Nube di tenebra
Le galassie sono come il mare: insicure e piene di insidie, mettono alla prova gli uomini e la loro memoria. Quanto Conrad c’è in Lem e nel suo “L’Invincibile”
Questa è una versione riadattata della postfazione a “L’Invincibile” di Stanislaw Lem (traduzione di Francesco Groggia, Sellerio editore).
L’universo e le galassie sono come il mare, due realtà insicure, piene di sorprese e insidie, punteggiate da pianeti e isole sempre non del tutto esplorati che mettono continuamente alla prova uomini coraggiosi disposti a spingersi, per spirito d’avventura, oltre i limiti: “Non c’è niente di misterioso per un marinaio se non il mare stesso, che è padrone della sua esistenza e imperscrutabile come il destino” (Josef Conrad, “Cuore di tenebra”). Anche su alcuni pianeti ci sono delle immense distese, desertiche o acquatiche, chiamate oceani o mari, dalle caratteristiche inquietanti che, come la gente di mare sa bene, paiono a volte animati da una vita propria: “Il mare è un luogo metafisico: spazio isolato, astorico, di pienezza e di solitudine, in cui i conflitti spirituali raggiungono con facilità le posizioni estreme e radicali e in cui gli uomini vengono a trovarsi, drammaticamente, alle prese con l’Assoluto” (Josef Conrad, “Lord Jim”). Negli oceani, come nelle galassie, si è profondamente soli. “Per mare non ci sono taverne”, dice un vecchio detto napoletano.

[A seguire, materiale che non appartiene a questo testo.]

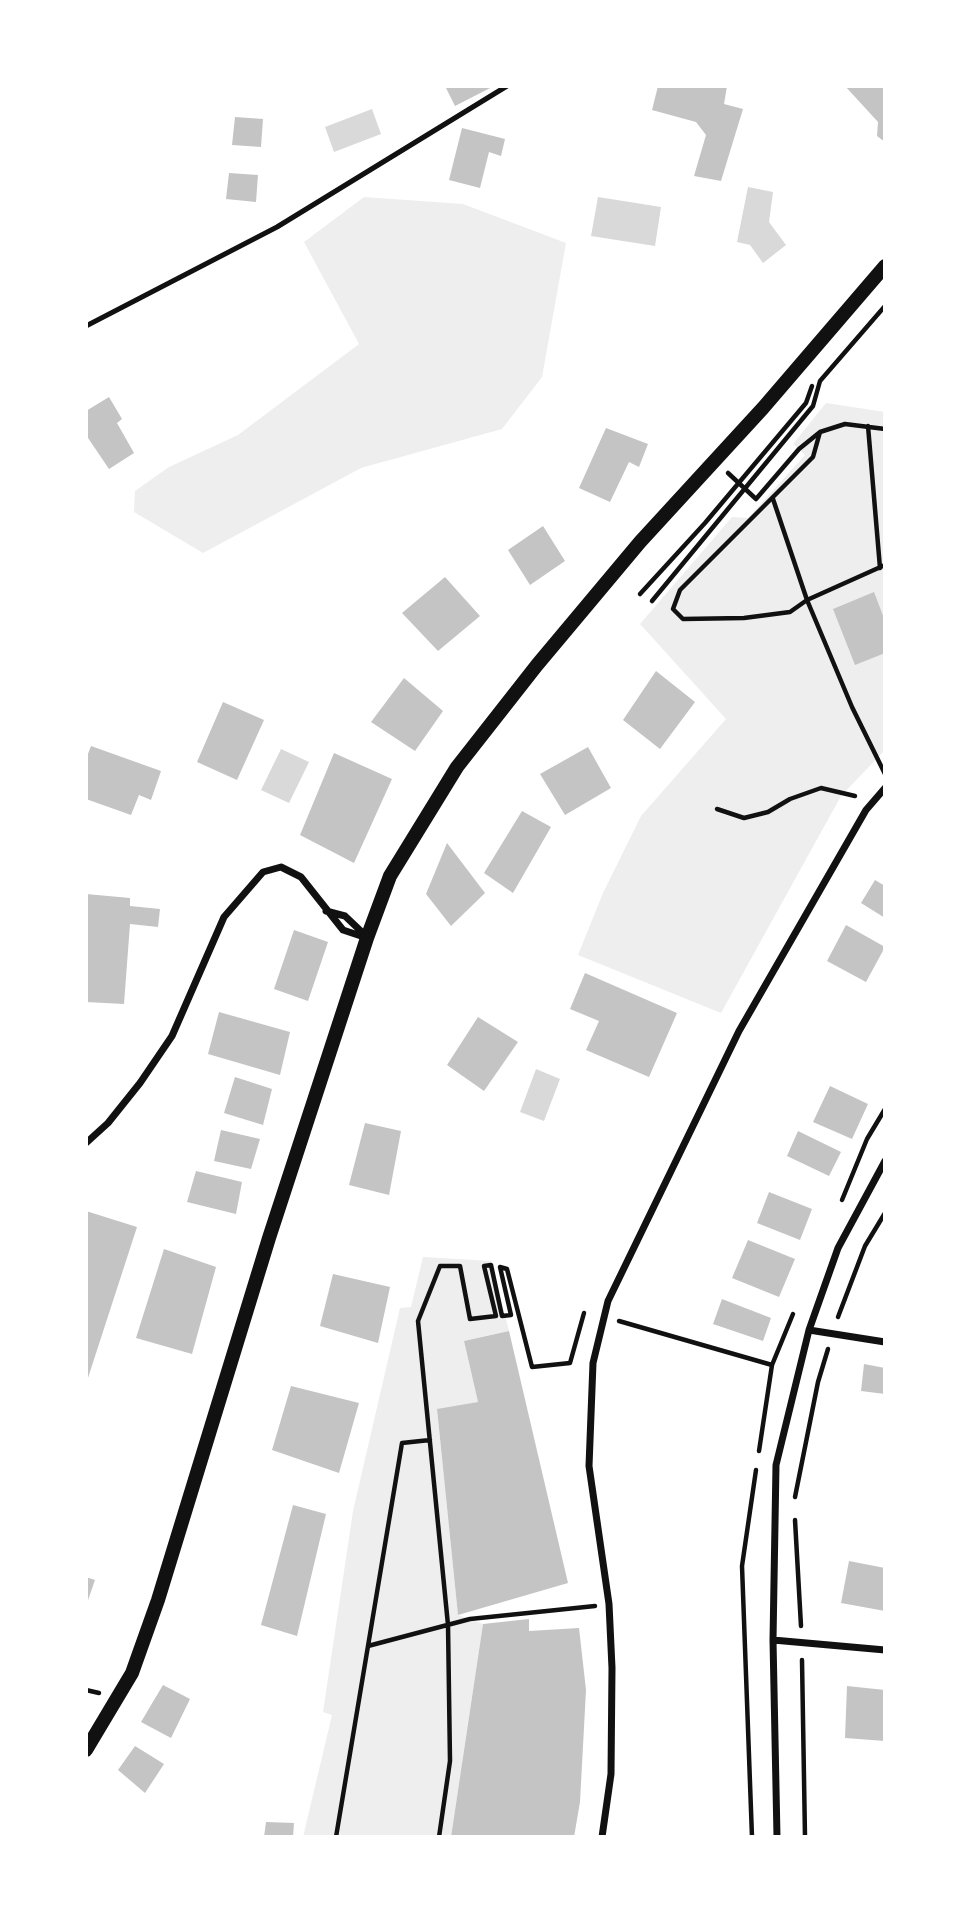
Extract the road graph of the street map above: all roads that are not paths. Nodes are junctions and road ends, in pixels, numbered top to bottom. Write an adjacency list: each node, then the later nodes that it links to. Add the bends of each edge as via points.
1 (507, 86): 3 (lane, via 277,227)
2 (885, 265): 5 (main road, via 631,552 457,767 390,876)
3 (86, 326)
4 (885, 788): 13 (street, via 871,804 739,1031 608,1301 593,1363 589,1466 609,1604 611,1774)
5 (367, 937): 6 (street, via 345,916 325,911 301,877 281,867 263,872 224,917 172,1036 108,1123); 12 (main road, via 158,1600 132,1672)
6 (86, 1143)
7 (885, 1161): 8 (street, via 838,1248)
8 (809, 1330): 9 (street); 10 (street, via 776,1465)
9 (885, 1342)
10 (773, 1640): 11 (street); 14 (street)
11 (885, 1650)
12 (86, 1750)
13 (602, 1837)
14 (777, 1837)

Le esplorazioni esistenziali di Stanislaw Lem uniscono l’etica cavalleresca che era anche di Conrad all’incontro con se stessi
Con i romanzi di Stanislaw Lem, scritti tra la fine degli anni Cinquanta e la metà degli anni Sessanta, è un po’ come se i tormentati personaggi di Josef Conrad, e le loro avventure di mare, si fossero trasferiti nell’immensità delle galassie. I critici, anche quelli che riconoscono allo scrittore polacco di fantascienza un passo e uno stile dei grandi della letteratura, tralasciano questo aspetto “conradiano” che dà un tono molto particolare a libri di avventure fantascientifiche come “Solaris” o “L’invincibile”. Si citano sempre, come “padri ispiratori” di Lem, Jules Verne o Herbert G. Wells e, come suo simile contemporaneo, Philip K. Dick (1928-1982), che Lem scoprì però solo alla fine degli anni Sessanta e del quale divenne il divulgatore in Polonia (prima che Dick impazzisse del tutto e lo denunciasse, nel 1974, all’Fbi come un “agente comunista”). L’accostamento di Conrad a Lem non è soltanto una suggestione legata al fatto che fossero ambedue polacchi: come è noto Josef Conrad, che scrisse tutti i suoi libri in un bellissimo inglese, era nato in Polonia, nel 1857, e si chiamava in realtà Józef Teodor Konrad Korzeniowski. Ambedue si portano dentro quella solida “etica cavalleresca” ben radicata nella cultura e nella storia polacca, come ha mostrato la sociologa Maria Ossowska nel suo “Ethos rycerski i jego odmiany” (“L’etica cavalleresca e i suoi mutamenti”, 1973): “Anche se la missione alla ricerca dei quattro dispersi è pericolosamente inutile e probabilmente destinata all’insuccesso non bisogna abbandonarli per un codice d’onore che va rispettato. Ogni uomo doveva sapere che gli altri non l’avrebbero mai abbandonato, in nessuna circostanza. Doveva sapere che si può perdere tutto, ma bisogna riportare a bordo l’equipaggio, vivo o morto. Questa norma non c’era nel regolamento…”. I marinai di Conrad e i cosmonauti di Lem, nelle loro avventure mostrano un simile senso dell’onore, una tormentata coscienza e un rispetto aristocratico dell’Altro.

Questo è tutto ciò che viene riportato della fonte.